* DESCRIPTION OF THE TASK
From the records below, take each line where the string "Santa" shows up and copy it.

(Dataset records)
◆ ◆ ◆

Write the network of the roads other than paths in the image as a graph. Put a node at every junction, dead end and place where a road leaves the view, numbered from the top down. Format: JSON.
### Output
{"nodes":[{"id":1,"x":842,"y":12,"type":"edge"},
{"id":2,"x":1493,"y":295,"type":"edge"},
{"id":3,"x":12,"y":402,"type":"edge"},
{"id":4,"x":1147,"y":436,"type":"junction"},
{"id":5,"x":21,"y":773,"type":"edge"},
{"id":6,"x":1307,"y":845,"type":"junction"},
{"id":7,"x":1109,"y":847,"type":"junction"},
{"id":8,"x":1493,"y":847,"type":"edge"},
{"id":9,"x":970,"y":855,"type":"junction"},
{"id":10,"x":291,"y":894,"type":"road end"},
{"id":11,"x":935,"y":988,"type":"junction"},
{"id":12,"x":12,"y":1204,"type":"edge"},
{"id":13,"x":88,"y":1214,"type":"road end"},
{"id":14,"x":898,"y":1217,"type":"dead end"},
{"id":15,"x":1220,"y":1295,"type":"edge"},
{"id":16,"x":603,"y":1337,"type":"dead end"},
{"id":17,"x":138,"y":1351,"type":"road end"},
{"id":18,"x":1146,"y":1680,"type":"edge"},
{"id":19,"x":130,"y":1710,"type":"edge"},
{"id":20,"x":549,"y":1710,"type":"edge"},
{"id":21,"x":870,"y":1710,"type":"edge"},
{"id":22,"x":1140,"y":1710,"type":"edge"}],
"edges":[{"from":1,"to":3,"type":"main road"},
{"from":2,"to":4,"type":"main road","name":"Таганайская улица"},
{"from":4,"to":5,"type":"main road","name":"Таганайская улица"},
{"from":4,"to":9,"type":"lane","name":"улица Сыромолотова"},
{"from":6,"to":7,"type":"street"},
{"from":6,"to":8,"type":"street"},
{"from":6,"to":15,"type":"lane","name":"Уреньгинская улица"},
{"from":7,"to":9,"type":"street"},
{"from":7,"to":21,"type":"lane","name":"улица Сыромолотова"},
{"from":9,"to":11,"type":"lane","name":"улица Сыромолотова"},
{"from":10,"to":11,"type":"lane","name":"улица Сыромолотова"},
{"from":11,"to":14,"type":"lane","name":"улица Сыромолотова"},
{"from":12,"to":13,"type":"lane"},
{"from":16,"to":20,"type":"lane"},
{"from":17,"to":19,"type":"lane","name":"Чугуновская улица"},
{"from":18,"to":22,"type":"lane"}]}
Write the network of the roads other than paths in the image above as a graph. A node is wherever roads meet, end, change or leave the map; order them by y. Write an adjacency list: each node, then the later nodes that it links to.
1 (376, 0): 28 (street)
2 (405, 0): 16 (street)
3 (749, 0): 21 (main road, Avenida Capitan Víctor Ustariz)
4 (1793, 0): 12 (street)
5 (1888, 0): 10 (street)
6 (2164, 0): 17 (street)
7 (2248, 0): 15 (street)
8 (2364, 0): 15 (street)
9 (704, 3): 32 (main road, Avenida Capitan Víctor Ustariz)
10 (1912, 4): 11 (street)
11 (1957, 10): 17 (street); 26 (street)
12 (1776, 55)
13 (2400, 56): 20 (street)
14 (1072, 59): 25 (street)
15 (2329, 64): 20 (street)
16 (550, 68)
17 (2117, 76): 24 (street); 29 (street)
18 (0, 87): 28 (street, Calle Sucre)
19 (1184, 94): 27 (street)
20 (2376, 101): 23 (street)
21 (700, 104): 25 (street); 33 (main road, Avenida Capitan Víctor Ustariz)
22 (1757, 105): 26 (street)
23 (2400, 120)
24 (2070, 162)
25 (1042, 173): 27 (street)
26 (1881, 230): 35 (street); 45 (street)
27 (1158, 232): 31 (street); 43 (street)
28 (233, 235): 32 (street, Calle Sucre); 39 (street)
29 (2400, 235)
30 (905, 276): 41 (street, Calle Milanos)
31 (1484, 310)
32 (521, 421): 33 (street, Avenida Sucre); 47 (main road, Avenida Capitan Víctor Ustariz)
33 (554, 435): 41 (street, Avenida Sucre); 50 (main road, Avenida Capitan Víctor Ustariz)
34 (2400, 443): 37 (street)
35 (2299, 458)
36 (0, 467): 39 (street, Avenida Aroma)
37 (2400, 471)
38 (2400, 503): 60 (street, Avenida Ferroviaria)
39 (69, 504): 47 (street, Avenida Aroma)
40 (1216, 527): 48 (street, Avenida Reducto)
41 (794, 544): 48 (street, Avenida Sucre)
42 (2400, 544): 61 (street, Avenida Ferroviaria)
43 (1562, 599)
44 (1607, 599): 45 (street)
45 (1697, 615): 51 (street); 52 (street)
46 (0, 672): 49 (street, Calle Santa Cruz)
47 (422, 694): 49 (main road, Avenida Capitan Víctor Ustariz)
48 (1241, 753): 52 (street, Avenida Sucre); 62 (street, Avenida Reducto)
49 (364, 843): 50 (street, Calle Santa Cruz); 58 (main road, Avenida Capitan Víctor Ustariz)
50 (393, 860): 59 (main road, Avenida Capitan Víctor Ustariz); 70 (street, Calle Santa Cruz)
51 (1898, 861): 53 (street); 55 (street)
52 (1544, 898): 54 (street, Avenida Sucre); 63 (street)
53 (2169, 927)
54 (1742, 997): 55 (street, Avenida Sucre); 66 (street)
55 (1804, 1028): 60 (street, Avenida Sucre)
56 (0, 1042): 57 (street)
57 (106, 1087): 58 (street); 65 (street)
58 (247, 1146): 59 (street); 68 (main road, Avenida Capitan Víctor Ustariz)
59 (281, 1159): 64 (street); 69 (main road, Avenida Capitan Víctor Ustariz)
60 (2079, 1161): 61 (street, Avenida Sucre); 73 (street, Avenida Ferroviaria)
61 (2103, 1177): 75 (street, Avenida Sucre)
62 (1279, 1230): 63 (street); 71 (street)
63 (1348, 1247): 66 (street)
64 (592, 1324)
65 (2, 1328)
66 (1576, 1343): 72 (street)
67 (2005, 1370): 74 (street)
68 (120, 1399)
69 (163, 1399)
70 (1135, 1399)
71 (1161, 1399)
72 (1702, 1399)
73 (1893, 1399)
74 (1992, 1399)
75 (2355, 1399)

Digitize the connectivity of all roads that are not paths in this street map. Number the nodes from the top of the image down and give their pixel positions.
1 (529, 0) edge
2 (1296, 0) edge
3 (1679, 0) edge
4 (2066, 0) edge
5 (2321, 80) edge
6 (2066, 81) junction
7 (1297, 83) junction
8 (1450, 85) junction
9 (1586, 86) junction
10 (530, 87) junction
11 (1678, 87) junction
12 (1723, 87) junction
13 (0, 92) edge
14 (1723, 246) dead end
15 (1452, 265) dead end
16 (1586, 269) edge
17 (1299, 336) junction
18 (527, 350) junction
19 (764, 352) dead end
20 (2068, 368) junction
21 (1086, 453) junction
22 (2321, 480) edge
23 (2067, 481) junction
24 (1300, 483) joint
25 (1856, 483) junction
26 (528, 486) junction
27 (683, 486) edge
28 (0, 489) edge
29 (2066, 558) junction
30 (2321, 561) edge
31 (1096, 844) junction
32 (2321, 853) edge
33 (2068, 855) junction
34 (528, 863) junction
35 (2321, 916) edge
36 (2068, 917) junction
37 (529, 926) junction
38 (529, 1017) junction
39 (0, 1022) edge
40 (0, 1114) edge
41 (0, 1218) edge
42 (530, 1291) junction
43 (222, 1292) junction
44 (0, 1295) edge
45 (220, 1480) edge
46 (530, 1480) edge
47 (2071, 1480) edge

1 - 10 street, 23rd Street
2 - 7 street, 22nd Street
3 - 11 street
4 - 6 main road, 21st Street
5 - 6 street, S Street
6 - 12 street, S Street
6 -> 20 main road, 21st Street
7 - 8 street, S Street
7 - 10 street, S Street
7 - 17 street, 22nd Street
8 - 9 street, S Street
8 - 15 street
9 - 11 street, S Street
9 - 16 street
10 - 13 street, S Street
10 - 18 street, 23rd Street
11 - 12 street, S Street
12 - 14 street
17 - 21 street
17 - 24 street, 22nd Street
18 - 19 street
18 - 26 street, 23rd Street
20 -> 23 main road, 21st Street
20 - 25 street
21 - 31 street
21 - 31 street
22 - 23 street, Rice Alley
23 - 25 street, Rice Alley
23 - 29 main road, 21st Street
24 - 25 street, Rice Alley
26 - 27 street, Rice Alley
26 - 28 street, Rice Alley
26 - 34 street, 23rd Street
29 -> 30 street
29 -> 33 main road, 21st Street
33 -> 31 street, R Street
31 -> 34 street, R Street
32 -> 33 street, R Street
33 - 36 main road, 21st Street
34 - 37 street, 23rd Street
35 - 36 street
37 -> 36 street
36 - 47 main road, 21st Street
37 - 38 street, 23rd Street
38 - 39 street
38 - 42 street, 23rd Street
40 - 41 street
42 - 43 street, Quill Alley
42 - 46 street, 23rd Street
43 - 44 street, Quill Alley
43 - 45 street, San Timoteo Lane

◆ ◆ ◆

* FINAL ANSWER
46 (0, 672): 49 (street, Calle Santa Cruz)
49 (364, 843): 50 (street, Calle Santa Cruz); 58 (main road, Avenida Capitan Víctor Ustariz)
50 (393, 860): 59 (main road, Avenida Capitan Víctor Ustariz); 70 (street, Calle Santa Cruz)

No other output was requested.